On-line version ISSN 2305-0853
Print version ISSN 1018-6441

In Skriflig (Online) vol.55 n.1 Pretoria  2021

http://dx.doi.org/10.4102/ids.v55i1.2768 

BOOK REVIEW

 

Partnering for development: German-South African perspectives on religion and state cooperation

 

 

Alfred R. Brunsdon

Department of Practical Theology, Faculty of Theology, North-West University, Mahikeng, South Africa

Correspondence

 

 

Book Title: Religion & State - Development cooperation: A German-South African dialogue on historical and current challenges
Author: Renier Koegelenberg and Udo Hahn
ISBN: 978-1-928536-03-1
Publisher: AFRICAN SUN MeDIA, 2021, R190*
* Book price at time of review

 

 

 

Religion & State - Development cooperation: A German-South African dialogue on historical and current challenges is a collective work, that draws on presentations made at different events in the ongoing dialogue between Germany and South Africa, that focus on the dynamics of religion and state development cooperation. Readers of this publication are indebted to editors Renier Koegelenberg (Executive director of the Ecumenical Foundation of Southern Africa [EFSA]) and Udo Hahn (Director of the Evangelische Akademie Tutzing [EAT] Germany) who made the significant contributions of 21 authoritative voices on the topic, available to a wider reader public.

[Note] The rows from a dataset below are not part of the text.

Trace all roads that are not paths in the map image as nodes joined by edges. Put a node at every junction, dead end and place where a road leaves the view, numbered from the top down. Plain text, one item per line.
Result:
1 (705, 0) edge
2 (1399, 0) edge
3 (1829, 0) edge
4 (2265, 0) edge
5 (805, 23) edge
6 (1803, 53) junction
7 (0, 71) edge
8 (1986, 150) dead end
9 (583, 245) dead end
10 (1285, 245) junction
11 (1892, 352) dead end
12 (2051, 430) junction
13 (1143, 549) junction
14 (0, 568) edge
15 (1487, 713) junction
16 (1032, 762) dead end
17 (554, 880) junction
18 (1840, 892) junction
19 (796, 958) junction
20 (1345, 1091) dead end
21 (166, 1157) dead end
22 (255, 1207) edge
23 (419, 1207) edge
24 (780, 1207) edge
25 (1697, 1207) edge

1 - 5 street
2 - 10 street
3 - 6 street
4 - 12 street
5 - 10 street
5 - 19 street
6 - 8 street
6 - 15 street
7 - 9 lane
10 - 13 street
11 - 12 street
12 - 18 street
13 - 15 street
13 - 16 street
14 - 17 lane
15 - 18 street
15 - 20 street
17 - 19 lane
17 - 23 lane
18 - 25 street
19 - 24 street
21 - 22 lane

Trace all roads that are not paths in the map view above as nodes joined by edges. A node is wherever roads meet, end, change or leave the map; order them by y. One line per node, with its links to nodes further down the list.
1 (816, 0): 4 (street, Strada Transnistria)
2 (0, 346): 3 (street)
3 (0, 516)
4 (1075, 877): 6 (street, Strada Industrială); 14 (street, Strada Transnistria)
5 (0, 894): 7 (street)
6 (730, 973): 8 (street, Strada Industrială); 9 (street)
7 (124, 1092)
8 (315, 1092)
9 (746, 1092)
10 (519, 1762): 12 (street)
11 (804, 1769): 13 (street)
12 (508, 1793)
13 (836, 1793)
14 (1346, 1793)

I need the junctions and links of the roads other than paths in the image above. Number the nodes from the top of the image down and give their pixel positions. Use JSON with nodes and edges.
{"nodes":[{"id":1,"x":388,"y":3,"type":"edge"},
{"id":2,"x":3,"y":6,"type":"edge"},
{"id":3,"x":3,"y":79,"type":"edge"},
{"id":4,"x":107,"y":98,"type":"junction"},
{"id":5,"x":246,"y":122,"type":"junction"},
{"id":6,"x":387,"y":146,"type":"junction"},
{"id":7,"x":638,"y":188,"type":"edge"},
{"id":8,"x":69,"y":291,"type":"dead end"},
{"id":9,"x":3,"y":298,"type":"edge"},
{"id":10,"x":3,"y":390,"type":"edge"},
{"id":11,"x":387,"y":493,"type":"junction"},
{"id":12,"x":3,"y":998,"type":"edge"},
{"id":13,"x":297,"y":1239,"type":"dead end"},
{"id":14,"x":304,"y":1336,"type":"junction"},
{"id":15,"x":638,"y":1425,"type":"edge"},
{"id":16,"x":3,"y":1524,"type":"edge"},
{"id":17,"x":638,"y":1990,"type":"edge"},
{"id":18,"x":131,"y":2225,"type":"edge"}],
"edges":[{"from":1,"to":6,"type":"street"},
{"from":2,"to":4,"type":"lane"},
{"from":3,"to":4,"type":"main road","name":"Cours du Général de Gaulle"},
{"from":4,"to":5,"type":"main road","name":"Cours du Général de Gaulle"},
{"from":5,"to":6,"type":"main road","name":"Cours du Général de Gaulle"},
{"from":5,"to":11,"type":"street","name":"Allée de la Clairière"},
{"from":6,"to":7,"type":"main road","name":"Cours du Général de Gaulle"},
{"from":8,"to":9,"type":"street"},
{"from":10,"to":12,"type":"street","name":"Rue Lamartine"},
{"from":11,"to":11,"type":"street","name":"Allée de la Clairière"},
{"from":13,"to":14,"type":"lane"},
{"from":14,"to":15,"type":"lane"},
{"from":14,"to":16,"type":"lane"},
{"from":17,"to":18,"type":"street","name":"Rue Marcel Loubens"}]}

Mindful of the large number of contributions, the book is sub-divided into two sections. The focus of Section 1 is on 'Challenges posed by global changes and pandemics', and the focus of Section 2 is on 'Religion and state: Between cooption and cooperation'. These two sections are thoughtfully presented between the contributions of Horst Köhler ('Africa and Europe: A chance for a new start?') and Sithembele Sipuka ('Human dignity and human development - our rationale for cooperation') which organically serve as introduction and conclusion to the collection.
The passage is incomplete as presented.